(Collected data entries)
::::::::::

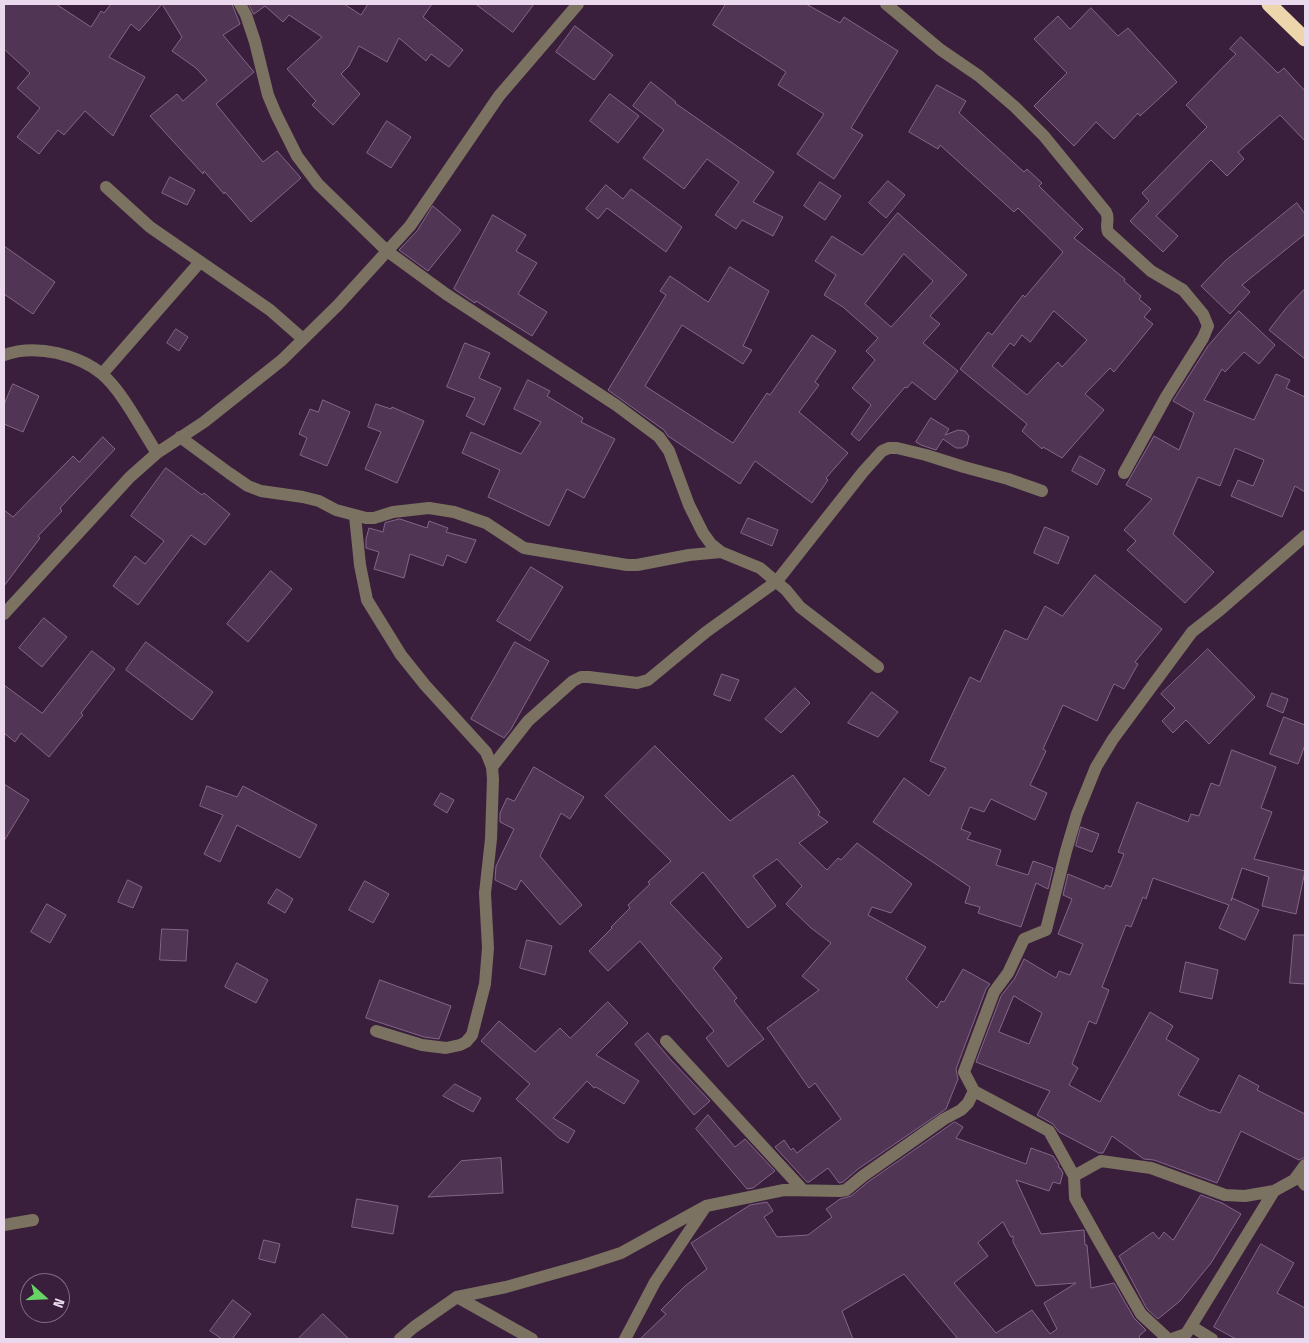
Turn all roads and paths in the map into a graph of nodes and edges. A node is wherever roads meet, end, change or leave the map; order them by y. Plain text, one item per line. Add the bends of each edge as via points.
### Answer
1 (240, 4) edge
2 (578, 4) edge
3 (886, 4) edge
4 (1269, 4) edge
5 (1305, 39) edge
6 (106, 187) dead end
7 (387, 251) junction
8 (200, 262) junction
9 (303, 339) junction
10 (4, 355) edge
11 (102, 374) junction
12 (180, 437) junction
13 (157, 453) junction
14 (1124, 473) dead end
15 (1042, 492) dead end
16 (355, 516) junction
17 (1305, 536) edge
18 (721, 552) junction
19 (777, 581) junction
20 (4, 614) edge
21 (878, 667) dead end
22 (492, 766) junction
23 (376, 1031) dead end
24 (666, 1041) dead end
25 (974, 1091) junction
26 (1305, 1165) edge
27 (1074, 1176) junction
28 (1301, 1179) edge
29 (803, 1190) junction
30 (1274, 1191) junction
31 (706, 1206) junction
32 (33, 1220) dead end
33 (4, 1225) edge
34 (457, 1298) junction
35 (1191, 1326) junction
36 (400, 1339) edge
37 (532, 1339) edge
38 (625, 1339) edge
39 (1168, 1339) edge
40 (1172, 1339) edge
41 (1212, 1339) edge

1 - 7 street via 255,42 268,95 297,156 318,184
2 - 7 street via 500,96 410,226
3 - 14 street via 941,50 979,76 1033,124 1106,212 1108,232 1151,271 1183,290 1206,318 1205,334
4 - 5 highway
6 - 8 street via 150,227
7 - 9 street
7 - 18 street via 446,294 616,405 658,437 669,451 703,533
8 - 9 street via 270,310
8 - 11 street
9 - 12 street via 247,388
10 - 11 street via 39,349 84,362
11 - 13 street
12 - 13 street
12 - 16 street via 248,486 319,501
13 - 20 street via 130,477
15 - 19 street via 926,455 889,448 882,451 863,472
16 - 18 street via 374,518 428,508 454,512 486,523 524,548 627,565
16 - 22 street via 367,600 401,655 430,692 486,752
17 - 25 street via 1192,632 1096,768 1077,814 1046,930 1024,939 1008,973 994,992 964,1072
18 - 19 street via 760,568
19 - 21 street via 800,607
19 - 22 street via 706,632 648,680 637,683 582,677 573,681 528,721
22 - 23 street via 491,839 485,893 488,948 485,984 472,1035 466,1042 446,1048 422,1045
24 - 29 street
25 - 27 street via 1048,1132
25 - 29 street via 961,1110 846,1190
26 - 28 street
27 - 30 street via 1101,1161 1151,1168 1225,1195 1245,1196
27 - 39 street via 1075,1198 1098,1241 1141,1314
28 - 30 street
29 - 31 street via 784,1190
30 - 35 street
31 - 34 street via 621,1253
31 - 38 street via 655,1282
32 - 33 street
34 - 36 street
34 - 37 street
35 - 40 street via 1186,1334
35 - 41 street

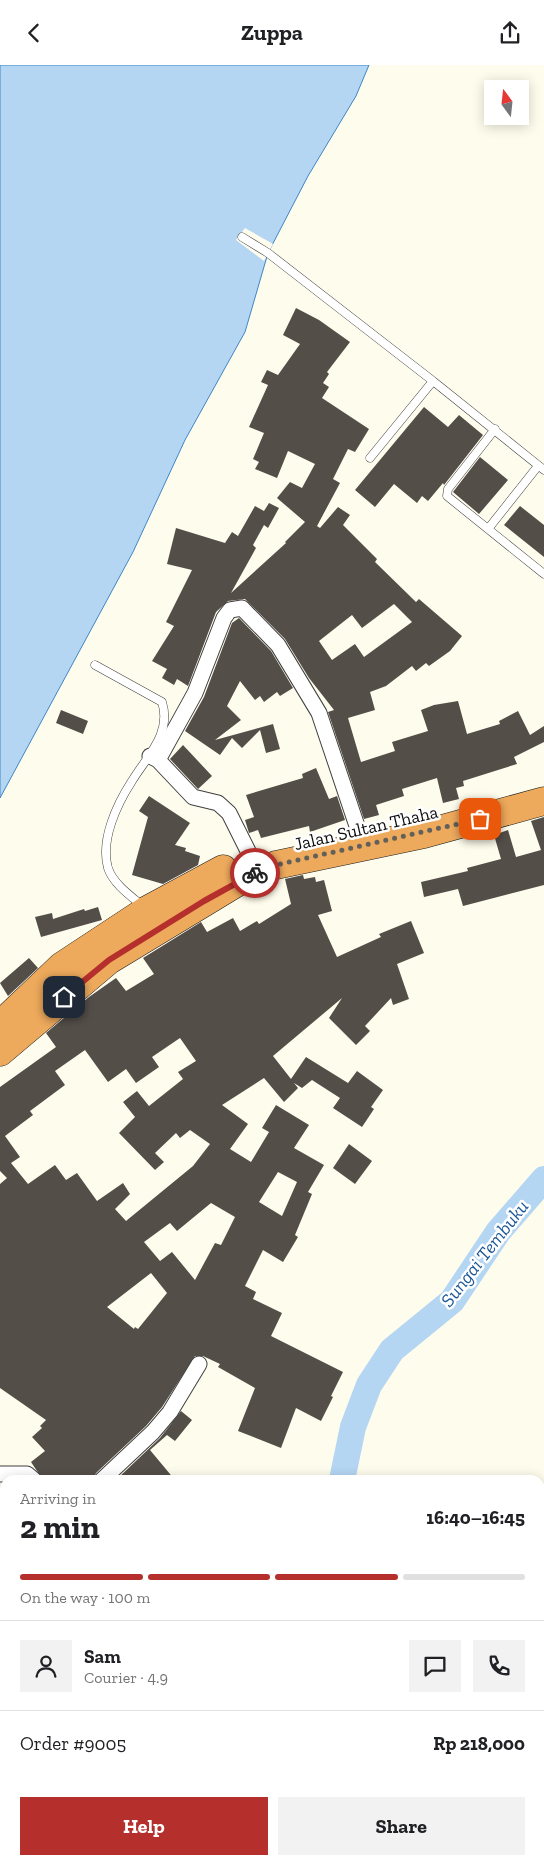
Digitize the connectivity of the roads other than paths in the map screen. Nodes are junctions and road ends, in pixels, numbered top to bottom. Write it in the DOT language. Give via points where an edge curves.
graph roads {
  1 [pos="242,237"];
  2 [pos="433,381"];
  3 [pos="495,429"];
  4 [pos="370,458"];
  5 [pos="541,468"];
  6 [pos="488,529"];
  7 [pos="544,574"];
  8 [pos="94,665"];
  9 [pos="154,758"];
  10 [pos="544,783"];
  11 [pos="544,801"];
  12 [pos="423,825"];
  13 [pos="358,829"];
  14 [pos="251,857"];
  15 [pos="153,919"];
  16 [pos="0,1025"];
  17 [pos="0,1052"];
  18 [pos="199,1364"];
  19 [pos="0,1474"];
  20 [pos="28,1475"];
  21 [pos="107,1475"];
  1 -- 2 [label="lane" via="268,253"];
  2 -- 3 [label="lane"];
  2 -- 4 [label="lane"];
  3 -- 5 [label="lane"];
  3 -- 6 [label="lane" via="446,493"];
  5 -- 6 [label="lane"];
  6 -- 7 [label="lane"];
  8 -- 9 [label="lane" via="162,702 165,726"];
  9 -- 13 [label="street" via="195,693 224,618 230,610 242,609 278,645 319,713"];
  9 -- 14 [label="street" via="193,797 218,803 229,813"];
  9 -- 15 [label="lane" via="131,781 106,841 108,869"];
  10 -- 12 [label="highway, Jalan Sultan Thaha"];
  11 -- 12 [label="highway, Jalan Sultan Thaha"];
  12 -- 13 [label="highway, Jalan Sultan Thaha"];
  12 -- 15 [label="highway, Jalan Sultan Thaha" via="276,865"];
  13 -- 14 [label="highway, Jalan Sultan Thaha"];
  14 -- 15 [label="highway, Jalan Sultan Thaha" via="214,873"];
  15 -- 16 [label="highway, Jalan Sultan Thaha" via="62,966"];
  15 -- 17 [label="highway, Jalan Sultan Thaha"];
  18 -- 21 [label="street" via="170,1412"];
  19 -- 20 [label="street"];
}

::::::::::

What is expected. Among the lines of the preceding data, which ones hold the word "highway"? List them.

Task solution.
4 - 5 highway
  10 -- 12 [label="highway, Jalan Sultan Thaha"];
  11 -- 12 [label="highway, Jalan Sultan Thaha"];
  12 -- 13 [label="highway, Jalan Sultan Thaha"];
  12 -- 15 [label="highway, Jalan Sultan Thaha" via="276,865"];
  13 -- 14 [label="highway, Jalan Sultan Thaha"];
  14 -- 15 [label="highway, Jalan Sultan Thaha" via="214,873"];
  15 -- 16 [label="highway, Jalan Sultan Thaha" via="62,966"];
  15 -- 17 [label="highway, Jalan Sultan Thaha"];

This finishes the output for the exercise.